Unit 2
Sound/Audio System
                            syllabus
Concept of sound system, Music and speech, speech analysis, speech
                         transformation
                                         Prepared by: Er. Hemanta Bohora
Introduction
Sound is a type of energy that travels through matter in waves, usually through air, but
also through liquids and solids. At its core, sound is produced when an object vibrates,
causing the surrounding molecules to vibrate as well. This vibration travels in waves until
it reaches a listener's ear, where it’s perceived as sound.
• Definition: Sound is energy that moves in waves through a medium like air, water, or solids.
• Frequency: Determines pitch; higher frequency means a higher pitch, and lower frequency
  means a lower pitch
• Creation: It’s generated by vibrations in an object, which cause surrounding molecules to vibrate
  and transmit the sound wave.
• Amplitude: Relates to volume; higher amplitude results in louder sounds, while lower amplitude
  results in quieter sounds.
• Human Perception: Sound waves reach the ear, causing the eardrum to vibrate, which the
  brain interprets as sound.
• Medium Requirement: Sound needs a medium (like air or water) to travel; it cannot move
  through a vacuum.
• Field of Study (Acoustics): Acoustics is the science of sound, exploring its production,
  transmission, and effects in various applications.
.
.
.
Speech Generation
• Speech Generation is the process of creating spoken language from
  text or other forms of input.
• It encompasses technologies like text-to-speech (TTS) systems,
  conversational AI, and voice cloning, and is critical in applications such
  as virtual assistants, accessibility tools, and robotics.
• The field has seen significant advancements with the introduction of
  neural network-based models like WaveNet and Tacotron, which
  produce highly natural, expressive speech.
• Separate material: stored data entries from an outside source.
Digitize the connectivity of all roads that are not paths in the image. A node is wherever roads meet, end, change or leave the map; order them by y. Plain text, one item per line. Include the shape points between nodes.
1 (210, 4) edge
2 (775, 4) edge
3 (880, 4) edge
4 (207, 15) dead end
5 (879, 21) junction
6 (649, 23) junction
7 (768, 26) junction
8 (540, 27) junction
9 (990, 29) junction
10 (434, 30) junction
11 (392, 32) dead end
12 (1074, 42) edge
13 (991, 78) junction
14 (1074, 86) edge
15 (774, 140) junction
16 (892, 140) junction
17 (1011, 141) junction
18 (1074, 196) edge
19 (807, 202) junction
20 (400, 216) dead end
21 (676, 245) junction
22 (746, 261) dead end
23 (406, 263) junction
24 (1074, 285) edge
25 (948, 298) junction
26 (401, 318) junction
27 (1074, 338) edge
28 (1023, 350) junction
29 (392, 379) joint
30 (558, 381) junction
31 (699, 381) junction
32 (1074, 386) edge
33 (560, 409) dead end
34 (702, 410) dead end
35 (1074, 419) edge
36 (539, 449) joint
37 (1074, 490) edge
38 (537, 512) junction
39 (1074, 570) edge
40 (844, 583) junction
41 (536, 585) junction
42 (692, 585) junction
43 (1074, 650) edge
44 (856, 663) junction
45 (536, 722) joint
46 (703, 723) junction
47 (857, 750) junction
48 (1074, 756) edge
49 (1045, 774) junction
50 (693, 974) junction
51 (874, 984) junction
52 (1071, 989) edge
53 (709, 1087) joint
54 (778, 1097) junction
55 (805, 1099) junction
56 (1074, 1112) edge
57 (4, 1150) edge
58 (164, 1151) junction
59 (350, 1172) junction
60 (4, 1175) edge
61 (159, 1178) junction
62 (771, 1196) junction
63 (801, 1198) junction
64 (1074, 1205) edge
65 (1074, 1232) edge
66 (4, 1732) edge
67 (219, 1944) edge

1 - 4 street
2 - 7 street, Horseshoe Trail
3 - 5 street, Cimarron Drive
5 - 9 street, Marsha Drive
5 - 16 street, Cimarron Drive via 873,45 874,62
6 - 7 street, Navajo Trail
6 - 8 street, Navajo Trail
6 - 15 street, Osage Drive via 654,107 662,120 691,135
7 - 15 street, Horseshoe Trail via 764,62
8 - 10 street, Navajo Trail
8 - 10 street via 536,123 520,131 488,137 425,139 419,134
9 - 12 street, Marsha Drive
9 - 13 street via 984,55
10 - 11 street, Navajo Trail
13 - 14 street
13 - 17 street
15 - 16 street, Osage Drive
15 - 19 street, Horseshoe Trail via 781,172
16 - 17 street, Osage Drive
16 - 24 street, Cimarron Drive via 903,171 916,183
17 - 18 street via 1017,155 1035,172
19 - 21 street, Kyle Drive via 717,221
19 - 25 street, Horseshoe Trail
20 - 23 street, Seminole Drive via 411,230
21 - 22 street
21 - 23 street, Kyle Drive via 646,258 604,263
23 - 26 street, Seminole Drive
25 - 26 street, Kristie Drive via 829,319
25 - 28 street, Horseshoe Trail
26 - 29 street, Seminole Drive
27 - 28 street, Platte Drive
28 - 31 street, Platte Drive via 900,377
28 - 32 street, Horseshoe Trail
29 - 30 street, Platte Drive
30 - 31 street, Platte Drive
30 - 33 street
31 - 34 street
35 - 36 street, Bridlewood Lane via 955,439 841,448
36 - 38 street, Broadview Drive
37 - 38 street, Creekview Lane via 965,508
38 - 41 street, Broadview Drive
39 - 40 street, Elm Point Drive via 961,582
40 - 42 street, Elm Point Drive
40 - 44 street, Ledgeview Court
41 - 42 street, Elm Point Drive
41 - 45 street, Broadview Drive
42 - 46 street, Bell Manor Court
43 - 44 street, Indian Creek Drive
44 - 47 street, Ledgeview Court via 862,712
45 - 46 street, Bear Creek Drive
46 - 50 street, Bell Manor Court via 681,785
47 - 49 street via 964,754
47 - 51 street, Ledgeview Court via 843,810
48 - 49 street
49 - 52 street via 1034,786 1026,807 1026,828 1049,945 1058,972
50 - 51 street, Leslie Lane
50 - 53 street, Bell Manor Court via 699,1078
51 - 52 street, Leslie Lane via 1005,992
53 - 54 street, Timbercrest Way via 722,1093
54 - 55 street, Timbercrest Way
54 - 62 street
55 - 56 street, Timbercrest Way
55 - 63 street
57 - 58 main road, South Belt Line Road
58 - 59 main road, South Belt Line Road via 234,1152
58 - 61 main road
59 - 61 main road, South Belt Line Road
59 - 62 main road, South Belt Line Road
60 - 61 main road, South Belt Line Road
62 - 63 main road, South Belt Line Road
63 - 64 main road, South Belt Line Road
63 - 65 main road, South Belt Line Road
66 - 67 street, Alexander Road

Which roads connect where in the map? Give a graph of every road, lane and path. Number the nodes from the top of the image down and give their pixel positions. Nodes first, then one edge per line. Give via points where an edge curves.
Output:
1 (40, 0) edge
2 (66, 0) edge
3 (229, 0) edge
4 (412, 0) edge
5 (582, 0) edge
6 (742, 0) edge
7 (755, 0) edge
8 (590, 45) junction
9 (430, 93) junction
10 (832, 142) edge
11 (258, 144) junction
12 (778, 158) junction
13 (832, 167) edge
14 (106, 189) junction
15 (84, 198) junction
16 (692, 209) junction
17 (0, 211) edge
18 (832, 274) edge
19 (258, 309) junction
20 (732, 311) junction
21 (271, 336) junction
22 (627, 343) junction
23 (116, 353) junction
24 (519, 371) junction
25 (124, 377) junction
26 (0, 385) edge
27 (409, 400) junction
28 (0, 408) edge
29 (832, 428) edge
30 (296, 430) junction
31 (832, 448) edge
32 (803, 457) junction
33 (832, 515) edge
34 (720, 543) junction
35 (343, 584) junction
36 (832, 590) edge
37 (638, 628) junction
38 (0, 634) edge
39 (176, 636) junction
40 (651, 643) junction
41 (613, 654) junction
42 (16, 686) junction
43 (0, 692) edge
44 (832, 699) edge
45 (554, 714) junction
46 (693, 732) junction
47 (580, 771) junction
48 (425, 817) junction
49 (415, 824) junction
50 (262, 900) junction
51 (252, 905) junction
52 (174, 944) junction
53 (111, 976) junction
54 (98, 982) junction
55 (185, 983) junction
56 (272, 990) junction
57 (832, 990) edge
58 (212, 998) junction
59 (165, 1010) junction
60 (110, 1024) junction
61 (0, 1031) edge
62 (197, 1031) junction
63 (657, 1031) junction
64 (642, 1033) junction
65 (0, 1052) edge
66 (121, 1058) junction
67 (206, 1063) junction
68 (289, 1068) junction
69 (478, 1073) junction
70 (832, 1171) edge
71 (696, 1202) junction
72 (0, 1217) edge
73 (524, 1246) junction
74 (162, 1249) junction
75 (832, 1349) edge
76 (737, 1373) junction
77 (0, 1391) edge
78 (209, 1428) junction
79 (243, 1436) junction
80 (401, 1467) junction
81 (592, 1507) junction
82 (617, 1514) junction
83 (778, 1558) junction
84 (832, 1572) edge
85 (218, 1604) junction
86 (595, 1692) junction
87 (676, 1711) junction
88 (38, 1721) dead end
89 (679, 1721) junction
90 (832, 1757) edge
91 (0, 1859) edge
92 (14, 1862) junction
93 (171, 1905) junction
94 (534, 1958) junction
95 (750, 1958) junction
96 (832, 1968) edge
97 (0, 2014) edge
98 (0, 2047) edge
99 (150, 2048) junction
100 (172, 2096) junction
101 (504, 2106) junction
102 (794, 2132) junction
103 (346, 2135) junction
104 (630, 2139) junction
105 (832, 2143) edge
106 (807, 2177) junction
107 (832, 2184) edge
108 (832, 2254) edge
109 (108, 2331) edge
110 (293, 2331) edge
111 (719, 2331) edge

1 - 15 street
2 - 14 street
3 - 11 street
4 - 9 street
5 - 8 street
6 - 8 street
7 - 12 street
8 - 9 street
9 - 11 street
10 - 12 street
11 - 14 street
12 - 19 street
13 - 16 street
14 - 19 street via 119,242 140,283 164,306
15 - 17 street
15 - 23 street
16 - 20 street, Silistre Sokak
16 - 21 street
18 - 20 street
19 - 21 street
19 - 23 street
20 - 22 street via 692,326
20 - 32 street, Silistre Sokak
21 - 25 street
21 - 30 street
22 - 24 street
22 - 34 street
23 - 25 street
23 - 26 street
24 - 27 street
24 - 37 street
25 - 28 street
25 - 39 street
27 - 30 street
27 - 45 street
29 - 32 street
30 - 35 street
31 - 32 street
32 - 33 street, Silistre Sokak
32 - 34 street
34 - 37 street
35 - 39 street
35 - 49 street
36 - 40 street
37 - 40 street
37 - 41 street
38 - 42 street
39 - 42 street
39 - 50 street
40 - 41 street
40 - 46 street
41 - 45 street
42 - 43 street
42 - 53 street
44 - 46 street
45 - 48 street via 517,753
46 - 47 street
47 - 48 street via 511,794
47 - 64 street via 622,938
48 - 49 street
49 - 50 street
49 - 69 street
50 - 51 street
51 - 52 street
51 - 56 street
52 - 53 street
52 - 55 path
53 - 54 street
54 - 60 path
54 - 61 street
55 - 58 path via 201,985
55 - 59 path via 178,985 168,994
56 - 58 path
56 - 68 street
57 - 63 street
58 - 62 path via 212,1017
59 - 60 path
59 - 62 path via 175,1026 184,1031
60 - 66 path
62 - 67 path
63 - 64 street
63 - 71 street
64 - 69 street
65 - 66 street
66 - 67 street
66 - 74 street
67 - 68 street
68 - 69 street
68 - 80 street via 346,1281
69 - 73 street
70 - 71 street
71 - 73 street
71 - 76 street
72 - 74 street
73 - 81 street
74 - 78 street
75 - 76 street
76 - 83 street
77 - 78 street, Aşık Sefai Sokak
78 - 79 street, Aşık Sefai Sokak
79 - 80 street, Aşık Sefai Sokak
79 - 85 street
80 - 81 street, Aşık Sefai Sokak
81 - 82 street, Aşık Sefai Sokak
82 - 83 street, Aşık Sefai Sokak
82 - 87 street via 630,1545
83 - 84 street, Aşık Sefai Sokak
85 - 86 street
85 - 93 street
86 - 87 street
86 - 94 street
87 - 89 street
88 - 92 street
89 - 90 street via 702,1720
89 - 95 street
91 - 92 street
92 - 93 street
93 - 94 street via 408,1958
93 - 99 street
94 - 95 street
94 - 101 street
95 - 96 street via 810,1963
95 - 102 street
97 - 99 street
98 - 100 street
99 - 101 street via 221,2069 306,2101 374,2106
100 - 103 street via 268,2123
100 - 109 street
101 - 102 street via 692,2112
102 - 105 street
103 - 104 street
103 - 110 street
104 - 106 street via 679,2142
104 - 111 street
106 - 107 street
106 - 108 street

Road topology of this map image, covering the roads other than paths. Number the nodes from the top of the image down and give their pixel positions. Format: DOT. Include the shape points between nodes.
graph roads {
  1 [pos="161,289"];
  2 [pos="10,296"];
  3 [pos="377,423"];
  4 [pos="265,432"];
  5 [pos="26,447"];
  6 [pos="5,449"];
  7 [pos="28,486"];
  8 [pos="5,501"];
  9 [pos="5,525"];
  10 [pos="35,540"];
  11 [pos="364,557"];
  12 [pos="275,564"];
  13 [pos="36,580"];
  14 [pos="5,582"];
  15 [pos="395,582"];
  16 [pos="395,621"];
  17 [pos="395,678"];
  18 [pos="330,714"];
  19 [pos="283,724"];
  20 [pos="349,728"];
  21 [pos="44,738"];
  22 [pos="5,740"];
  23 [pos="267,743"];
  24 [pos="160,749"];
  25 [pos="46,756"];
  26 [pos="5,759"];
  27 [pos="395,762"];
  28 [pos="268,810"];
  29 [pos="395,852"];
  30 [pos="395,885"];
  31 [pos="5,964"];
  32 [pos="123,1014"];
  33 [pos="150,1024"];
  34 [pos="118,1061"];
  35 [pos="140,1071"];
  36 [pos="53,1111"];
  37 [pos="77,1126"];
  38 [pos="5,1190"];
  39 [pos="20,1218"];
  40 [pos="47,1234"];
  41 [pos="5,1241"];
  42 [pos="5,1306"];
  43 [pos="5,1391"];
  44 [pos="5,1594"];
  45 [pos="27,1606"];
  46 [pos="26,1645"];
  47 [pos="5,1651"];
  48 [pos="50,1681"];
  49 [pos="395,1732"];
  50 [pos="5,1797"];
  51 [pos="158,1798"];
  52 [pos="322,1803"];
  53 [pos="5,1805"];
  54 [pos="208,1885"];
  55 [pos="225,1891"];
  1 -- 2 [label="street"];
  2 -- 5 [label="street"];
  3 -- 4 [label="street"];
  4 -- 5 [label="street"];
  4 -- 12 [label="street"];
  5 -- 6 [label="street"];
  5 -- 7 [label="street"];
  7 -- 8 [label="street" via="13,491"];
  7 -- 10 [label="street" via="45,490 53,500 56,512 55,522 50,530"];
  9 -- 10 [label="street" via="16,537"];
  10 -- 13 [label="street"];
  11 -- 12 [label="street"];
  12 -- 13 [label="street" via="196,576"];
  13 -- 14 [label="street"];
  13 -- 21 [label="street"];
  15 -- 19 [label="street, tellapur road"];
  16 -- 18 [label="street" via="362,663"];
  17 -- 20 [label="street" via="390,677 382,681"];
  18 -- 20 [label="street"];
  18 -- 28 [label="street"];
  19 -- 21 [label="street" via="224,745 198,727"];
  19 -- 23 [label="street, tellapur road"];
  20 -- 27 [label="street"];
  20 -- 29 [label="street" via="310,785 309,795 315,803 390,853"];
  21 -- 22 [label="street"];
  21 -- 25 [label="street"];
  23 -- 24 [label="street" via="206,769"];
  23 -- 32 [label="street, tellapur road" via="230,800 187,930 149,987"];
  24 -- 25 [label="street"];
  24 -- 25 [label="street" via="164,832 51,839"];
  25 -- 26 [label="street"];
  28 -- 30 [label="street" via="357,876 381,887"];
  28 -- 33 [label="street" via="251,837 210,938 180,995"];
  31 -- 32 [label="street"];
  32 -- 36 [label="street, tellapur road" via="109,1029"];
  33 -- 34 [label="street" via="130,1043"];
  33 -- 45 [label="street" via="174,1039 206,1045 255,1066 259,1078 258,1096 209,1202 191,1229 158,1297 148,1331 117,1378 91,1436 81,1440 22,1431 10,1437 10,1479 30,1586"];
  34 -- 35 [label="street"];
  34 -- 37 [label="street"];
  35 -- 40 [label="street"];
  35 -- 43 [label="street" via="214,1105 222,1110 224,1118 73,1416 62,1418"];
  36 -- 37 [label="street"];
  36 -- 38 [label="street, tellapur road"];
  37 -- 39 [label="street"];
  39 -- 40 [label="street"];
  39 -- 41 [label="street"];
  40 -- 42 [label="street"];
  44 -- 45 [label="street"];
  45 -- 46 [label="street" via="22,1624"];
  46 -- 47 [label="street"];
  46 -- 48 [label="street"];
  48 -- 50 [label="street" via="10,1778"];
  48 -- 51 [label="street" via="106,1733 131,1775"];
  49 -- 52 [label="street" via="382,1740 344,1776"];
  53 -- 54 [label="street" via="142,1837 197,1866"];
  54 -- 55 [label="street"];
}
• Challenges remain in making speech generation more natural, context-
  sensitive, and scalable, especially for multilingual or emotionally varied
  speech. Despite these challenges, speech generation continues to
  improve, enhancing human-computer interaction and accessibility
  across numerous industries
Techniques Used in Speech Generation
1.Concatenative Synthesis:
   1. A popular method for generating speech where prerecorded human speech segments (like
      syllables or phonemes) are stitched together to form sentences.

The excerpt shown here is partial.